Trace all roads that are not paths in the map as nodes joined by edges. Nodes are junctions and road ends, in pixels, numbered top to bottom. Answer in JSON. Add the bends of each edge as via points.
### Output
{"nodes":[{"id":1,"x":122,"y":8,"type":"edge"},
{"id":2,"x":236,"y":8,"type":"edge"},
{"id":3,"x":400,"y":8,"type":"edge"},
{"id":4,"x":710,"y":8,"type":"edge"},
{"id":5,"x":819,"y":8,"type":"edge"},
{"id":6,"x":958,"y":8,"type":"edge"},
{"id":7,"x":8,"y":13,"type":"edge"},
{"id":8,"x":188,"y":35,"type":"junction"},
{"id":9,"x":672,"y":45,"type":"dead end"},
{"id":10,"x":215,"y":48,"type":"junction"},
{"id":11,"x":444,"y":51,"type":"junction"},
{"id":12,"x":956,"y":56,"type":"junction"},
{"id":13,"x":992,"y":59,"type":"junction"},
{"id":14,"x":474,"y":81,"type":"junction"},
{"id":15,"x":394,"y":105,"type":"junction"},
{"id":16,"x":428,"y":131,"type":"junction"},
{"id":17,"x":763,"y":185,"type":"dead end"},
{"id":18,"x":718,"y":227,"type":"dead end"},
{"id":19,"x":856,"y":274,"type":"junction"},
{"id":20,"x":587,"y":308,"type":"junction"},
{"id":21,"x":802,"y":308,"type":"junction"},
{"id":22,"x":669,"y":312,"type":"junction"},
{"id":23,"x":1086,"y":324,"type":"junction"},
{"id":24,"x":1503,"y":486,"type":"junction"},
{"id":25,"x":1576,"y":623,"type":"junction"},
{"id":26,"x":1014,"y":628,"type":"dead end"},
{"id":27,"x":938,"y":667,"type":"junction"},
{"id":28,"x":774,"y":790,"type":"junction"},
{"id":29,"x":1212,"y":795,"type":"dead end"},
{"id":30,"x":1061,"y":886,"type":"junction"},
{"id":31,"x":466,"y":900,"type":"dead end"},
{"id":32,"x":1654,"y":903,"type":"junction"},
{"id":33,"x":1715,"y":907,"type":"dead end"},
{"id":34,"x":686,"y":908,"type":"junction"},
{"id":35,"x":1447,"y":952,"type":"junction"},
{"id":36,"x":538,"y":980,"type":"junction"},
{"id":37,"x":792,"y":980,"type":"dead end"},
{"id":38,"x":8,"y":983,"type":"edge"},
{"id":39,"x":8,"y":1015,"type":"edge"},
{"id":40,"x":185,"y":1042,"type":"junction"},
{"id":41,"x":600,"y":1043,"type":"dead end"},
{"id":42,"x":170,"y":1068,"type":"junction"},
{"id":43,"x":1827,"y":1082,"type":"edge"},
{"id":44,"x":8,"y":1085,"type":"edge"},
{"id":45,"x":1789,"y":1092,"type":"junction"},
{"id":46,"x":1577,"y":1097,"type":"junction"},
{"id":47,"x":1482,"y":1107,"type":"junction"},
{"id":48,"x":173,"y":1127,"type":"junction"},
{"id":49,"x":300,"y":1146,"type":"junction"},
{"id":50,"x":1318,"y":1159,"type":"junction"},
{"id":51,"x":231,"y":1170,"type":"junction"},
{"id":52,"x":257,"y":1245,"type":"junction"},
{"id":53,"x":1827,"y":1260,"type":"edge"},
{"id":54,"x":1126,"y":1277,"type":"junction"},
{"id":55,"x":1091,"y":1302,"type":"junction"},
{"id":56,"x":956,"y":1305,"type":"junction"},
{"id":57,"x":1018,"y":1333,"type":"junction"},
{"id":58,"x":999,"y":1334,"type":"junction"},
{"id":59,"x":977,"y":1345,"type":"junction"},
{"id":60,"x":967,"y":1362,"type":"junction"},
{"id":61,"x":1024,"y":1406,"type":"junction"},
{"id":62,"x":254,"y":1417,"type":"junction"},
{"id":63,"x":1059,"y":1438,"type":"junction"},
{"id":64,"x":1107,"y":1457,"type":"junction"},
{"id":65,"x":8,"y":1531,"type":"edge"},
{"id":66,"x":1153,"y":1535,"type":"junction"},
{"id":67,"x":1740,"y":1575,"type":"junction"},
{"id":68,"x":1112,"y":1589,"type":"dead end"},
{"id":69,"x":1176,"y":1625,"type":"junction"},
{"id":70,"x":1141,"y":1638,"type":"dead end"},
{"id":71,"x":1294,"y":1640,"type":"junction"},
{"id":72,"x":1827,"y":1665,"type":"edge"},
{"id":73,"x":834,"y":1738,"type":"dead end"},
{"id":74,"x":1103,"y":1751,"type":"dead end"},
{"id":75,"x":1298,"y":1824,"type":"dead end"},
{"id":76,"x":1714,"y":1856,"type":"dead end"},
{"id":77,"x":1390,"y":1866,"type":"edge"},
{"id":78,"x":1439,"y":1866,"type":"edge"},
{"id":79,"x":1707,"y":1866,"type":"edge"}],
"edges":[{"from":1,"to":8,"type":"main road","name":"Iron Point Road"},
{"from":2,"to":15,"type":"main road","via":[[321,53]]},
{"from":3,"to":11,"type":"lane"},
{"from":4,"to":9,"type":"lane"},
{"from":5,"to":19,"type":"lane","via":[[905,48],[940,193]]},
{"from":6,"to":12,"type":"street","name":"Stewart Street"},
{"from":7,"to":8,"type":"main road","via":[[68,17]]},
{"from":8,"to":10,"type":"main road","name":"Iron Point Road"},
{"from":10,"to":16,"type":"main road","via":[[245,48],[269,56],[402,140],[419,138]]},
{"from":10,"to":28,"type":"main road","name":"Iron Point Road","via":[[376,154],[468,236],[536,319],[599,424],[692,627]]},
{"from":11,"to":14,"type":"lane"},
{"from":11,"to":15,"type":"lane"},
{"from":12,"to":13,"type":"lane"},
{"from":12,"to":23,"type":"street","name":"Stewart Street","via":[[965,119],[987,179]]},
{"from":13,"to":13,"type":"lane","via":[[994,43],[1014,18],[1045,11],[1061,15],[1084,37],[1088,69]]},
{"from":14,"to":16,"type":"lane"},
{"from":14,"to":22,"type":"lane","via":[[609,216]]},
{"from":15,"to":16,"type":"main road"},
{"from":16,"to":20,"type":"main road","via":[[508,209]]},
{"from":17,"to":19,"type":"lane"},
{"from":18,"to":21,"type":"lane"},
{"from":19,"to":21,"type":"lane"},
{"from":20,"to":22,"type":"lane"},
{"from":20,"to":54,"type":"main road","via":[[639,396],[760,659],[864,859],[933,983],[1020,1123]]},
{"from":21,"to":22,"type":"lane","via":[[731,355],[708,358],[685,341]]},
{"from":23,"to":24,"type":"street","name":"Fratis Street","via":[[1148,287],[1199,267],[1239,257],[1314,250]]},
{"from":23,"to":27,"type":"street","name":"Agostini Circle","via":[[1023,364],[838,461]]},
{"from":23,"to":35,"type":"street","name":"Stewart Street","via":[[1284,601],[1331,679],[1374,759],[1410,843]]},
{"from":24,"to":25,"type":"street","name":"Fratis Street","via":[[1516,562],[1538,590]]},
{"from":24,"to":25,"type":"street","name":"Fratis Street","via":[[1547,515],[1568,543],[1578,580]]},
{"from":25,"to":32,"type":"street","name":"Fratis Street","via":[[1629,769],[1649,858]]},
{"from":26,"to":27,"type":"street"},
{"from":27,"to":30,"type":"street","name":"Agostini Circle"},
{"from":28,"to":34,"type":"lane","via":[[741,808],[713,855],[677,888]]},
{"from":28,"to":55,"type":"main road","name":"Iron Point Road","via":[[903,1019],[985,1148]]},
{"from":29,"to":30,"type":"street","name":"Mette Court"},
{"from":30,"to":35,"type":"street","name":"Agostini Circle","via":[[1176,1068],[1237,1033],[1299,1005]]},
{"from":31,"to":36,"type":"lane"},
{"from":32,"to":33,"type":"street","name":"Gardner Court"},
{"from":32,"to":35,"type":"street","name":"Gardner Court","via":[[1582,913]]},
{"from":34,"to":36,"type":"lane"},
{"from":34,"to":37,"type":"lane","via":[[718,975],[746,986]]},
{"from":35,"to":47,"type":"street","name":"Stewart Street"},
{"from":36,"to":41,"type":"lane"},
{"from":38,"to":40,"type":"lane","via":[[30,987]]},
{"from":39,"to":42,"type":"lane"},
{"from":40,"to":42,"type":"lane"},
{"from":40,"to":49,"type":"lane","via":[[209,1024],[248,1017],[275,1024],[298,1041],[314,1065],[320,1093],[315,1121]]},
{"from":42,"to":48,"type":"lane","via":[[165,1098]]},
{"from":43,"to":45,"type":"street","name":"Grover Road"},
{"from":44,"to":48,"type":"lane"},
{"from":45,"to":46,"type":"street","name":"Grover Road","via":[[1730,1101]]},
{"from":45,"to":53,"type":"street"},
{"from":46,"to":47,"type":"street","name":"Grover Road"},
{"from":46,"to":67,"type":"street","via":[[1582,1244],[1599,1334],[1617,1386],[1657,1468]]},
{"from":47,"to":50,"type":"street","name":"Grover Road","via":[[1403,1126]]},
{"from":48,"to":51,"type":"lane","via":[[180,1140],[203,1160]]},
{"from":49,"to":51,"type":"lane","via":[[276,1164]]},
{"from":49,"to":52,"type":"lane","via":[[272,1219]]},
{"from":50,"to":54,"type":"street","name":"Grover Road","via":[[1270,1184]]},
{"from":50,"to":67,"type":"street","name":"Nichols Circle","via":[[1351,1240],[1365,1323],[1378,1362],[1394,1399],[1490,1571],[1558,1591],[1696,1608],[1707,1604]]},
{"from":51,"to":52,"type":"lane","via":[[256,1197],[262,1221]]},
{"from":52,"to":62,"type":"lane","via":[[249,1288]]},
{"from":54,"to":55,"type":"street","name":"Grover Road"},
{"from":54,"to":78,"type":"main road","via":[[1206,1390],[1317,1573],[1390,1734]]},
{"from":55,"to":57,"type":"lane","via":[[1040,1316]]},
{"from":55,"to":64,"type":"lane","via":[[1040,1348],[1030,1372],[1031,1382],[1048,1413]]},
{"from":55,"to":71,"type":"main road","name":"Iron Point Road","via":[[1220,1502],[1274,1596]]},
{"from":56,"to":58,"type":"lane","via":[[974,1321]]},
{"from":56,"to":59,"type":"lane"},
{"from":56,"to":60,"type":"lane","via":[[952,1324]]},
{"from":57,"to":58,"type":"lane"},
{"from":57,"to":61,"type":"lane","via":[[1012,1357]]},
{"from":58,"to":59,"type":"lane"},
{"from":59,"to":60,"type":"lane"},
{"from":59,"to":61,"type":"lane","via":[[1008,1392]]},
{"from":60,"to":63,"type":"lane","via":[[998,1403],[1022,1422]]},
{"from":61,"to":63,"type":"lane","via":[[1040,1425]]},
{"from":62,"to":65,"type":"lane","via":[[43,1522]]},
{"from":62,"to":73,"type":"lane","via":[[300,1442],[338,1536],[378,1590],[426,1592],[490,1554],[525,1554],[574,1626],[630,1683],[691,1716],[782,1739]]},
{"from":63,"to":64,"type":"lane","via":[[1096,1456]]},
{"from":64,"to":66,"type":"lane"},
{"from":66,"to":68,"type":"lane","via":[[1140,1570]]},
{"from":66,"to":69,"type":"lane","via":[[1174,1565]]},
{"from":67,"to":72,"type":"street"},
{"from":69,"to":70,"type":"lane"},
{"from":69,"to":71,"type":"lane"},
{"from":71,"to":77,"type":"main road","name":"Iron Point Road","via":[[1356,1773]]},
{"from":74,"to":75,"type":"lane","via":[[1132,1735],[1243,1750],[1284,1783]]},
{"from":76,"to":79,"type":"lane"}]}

----------------

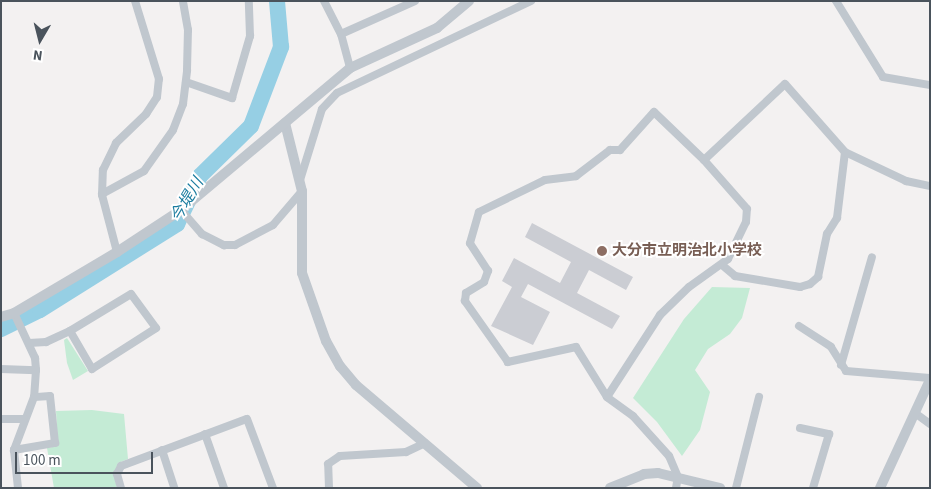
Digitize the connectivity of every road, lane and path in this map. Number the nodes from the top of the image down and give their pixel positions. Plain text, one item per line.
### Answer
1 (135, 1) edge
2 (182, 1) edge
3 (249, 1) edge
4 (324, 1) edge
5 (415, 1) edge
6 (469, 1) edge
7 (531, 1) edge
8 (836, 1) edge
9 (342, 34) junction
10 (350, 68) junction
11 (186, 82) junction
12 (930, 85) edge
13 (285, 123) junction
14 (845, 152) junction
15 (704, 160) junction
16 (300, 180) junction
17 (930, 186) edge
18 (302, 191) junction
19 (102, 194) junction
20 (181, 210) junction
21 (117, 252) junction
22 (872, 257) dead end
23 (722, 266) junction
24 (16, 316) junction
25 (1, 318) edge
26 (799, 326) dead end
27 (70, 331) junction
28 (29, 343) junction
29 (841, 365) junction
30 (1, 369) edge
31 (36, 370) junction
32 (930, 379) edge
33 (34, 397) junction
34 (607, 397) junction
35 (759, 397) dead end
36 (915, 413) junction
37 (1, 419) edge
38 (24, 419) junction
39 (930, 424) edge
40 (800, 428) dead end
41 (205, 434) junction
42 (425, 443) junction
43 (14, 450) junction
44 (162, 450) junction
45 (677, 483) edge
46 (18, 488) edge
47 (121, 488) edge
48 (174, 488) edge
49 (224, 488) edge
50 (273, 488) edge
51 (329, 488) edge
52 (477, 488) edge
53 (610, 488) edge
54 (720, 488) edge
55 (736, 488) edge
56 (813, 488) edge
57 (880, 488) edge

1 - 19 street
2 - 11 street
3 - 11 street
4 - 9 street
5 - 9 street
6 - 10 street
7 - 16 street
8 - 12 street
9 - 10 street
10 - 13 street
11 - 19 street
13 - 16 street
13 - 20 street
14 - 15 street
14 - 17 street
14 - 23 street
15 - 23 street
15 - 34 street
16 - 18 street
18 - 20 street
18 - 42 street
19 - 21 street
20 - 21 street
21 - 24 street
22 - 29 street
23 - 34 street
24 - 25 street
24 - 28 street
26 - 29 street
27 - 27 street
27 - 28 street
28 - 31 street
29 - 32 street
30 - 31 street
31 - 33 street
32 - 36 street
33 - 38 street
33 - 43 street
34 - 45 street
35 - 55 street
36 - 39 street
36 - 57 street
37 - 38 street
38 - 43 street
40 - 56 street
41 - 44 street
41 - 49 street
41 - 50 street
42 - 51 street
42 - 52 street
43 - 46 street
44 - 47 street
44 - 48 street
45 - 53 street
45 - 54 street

----------------

• [Task to carry out]
Looking at the records above, how many lines have the word "Grover" in them? State the number only.

• [Solution to this problem]
6